If you don’t want to work on XMPP directly but run an open source community, consider using open protocols (XMPP or IRC) for your group chat. It’s easy to setup a nice web client for your users, and some networks like Freenode (which uses IRC) or Conversations (which uses XMPP) have them already. The minor inconvenience or lack of polish is far outweighed by the benefit you provide in the long term to your users who can’t use the official clients, or who may not be able to use a commercial service for legal or political reasons (eg. due to U.S. export laws). You don’t have to advertise the fact that you’re using XMPP or IRC, just be a user and help build the network.

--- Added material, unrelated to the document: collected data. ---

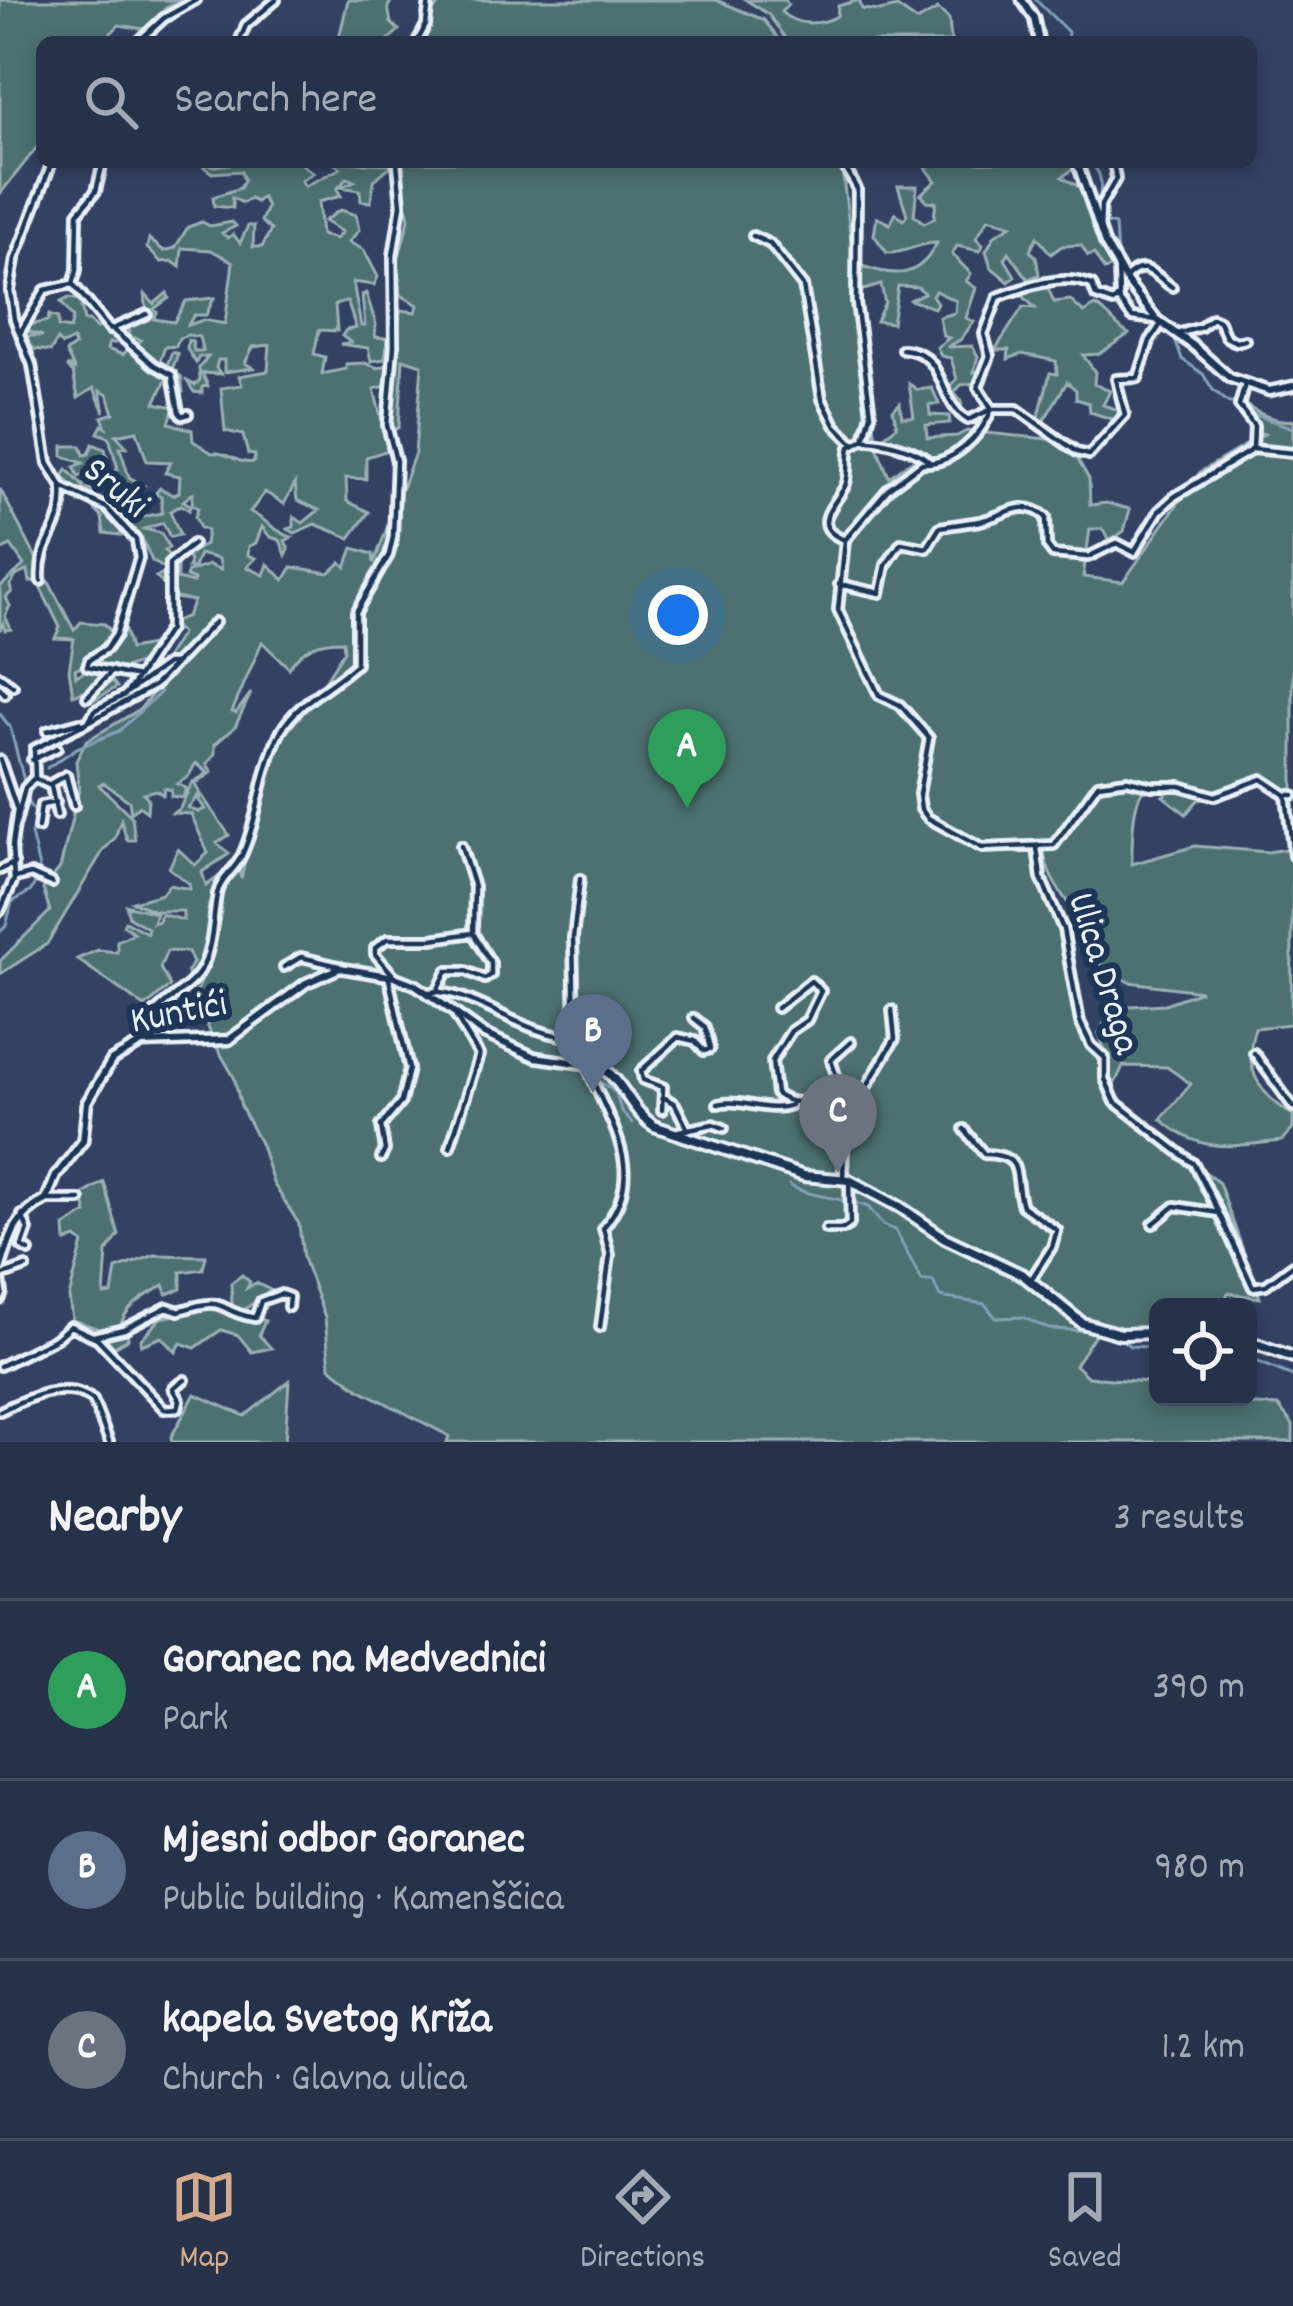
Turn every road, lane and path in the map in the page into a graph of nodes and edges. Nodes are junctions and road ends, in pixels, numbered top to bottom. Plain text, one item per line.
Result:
1 (196, 0) edge
2 (276, 0) edge
3 (429, 0) edge
4 (1022, 0) edge
5 (144, 36) edge
6 (241, 36) edge
7 (420, 36) edge
8 (1038, 36) edge
9 (50, 168) edge
10 (101, 168) edge
11 (398, 168) edge
12 (845, 168) edge
13 (1079, 168) edge
14 (1114, 168) edge
15 (1100, 231) junction
16 (753, 236) dead end
17 (1118, 266) junction
18 (1125, 279) junction
19 (73, 284) junction
20 (1172, 287) dead end
21 (1118, 299) junction
22 (147, 314) dead end
23 (1159, 322) junction
24 (113, 330) junction
25 (20, 333) junction
26 (1177, 334) junction
27 (1245, 340) dead end
28 (902, 349) dead end
29 (1246, 384) junction
30 (1293, 386) edge
31 (992, 409) junction
32 (188, 414) dead end
33 (864, 439) junction
34 (853, 443) junction
35 (1253, 448) junction
36 (1293, 452) edge
37 (929, 462) junction
38 (62, 487) junction
39 (845, 540) junction
40 (193, 544) dead end
41 (41, 581) dead end
42 (839, 584) junction
43 (215, 622) dead end
44 (173, 664) junction
45 (112, 671) junction
46 (0, 676) edge
47 (137, 676) junction
48 (13, 686) dead end
49 (125, 694) junction
50 (87, 697) dead end
51 (85, 724) junction
52 (47, 731) dead end
53 (57, 748) dead end
54 (0, 760) edge
55 (32, 760) junction
56 (34, 778) junction
57 (50, 784) junction
58 (1290, 795) edge
59 (56, 802) junction
60 (74, 806) dead end
61 (57, 815) dead end
62 (16, 823) junction
63 (38, 828) dead end
64 (461, 846) dead end
65 (1037, 848) junction
66 (1293, 856) edge
67 (14, 863) junction
68 (0, 870) edge
69 (14, 878) junction
70 (580, 879) dead end
71 (52, 884) dead end
72 (0, 911) edge
73 (472, 933) junction
74 (284, 967) dead end
75 (344, 968) junction
76 (392, 976) junction
77 (432, 992) junction
78 (777, 1008) dead end
79 (892, 1010) dead end
80 (455, 1015) junction
81 (694, 1018) dead end
82 (575, 1037) junction
83 (851, 1042) dead end
84 (142, 1043) junction
85 (1254, 1053) dead end
86 (593, 1066) junction
87 (838, 1081) junction
88 (664, 1097) junction
89 (797, 1103) junction
90 (718, 1104) dead end
91 (1293, 1107) edge
92 (852, 1111) junction
93 (681, 1118) junction
94 (724, 1128) dead end
95 (964, 1129) dead end
96 (688, 1130) junction
97 (667, 1131) junction
98 (450, 1147) dead end
99 (381, 1158) dead end
100 (846, 1179) junction
101 (46, 1200) junction
102 (80, 1200) dead end
103 (1219, 1214) junction
104 (22, 1215) junction
105 (1153, 1224) dead end
106 (826, 1229) dead end
107 (28, 1251) dead end
108 (1293, 1264) edge
109 (26, 1267) dead end
110 (0, 1273) edge
111 (1030, 1281) junction
112 (0, 1300) edge
113 (288, 1307) dead end
114 (600, 1327) dead end
115 (1149, 1333) edge
116 (94, 1336) junction
117 (1257, 1344) edge
118 (1293, 1357) edge
119 (0, 1366) edge
120 (185, 1380) dead end
121 (0, 1411) edge
122 (109, 1442) edge

1 - 5 street
2 - 6 street
3 - 7 street
4 - 8 street
9 - 25 street, Sruki
10 - 19 street
11 - 84 street
12 - 33 street
13 - 15 street
14 - 15 street
15 - 17 street
16 - 34 street
17 - 18 street
17 - 21 street
18 - 20 street
18 - 23 street
19 - 24 street
19 - 25 street
21 - 23 street
21 - 31 street
22 - 24 street
23 - 26 street
23 - 31 street
24 - 32 street
25 - 38 street, Sruki
26 - 27 street
26 - 29 street
28 - 31 street
29 - 30 street
29 - 35 street
31 - 37 street
33 - 34 street
33 - 37 street
34 - 39 street
35 - 36 street
35 - 42 street
37 - 39 street
38 - 41 street
38 - 45 street, Sruki
39 - 42 street
40 - 47 street
42 - 65 street
43 - 44 street
44 - 49 street
44 - 51 street
45 - 47 street
45 - 50 street
46 - 48 street
47 - 49 street
49 - 51 street
51 - 52 street
51 - 55 street
53 - 55 street
54 - 62 street
55 - 56 street
56 - 57 street
56 - 62 street
57 - 59 street
57 - 60 street
58 - 65 street
58 - 66 street
59 - 61 street
59 - 63 street
62 - 67 street
64 - 73 street
65 - 103 street, Ulica Draga
67 - 68 street
67 - 69 street
69 - 71 street
69 - 72 street
70 - 82 street
73 - 76 street
73 - 77 street
74 - 75 street
75 - 76 street
75 - 84 street, Kuntići
76 - 77 street
76 - 99 street
77 - 80 street
77 - 82 street
78 - 89 street
79 - 92 street
80 - 86 street
80 - 98 street
81 - 88 street
82 - 86 street
83 - 87 street
84 - 101 street, Kuntići
85 - 91 street
86 - 97 main road
86 - 114 street
87 - 89 street
87 - 92 street
88 - 93 street
88 - 93 street
89 - 90 street
92 - 100 street
93 - 96 street
94 - 96 street
95 - 111 street
96 - 97 street
97 - 100 main road
100 - 106 street
100 - 111 main road
101 - 102 street
101 - 104 street, Kuntići
103 - 105 street
103 - 108 street, Ulica Draga
104 - 107 street
104 - 110 street
109 - 110 street
110 - 112 street
111 - 115 main road
113 - 116 street
116 - 119 street
116 - 120 street
117 - 118 main road
121 - 122 street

Individual users can also help by simply using open protocols: consider signing up for one of the many existing services such as Conversations or jabber.at. If you have your own domain but don’t want to run your own server, you can even get hosting using your own custom domain from conversations.im (I am not affiliated with Conversations in any way, but I do use their custom domain hosting and highly recommend it). If you’re not sure what to do once you have an account, search for a chat room or ask your friends and family to join too. I write a lot of Go and can often be found in the English language Go room I created. If a room doesn’t exist for your favorite topic on a popular server or you can’t find it with the search (which is limited to a handful of servers), create one and start inviting people!

You can also use other services that use XMPP; for example, if you’re looking for a good VOIP provider, jmp.chat lets you receive SMS and MMS messages via any XMPP client, and voice calls via any SIP client (such as the one built into Android’s dialer).

It’s also helpful to dispel XMPP myths when you hear someone repeating them as fact. Any protocol has warts, and one that’s 20 years old ends up having a lot of legacy ones repeated as if they were still fact today.

Finally, if you run a commercial chat service or are considering starting one: reach out and let’s chat about how federating with other services (via any protocol) can give you a competitive advantage. My JID is the same as my email address, so take your pick of networks message me at sam@samwhited.com.

It may not sound like much, but just encouraging the use of open protocols like XMPP and IRC makes it more likely that in the future the news will spread and we’ll be able to start moving (slowly) back towards a more interoperable world.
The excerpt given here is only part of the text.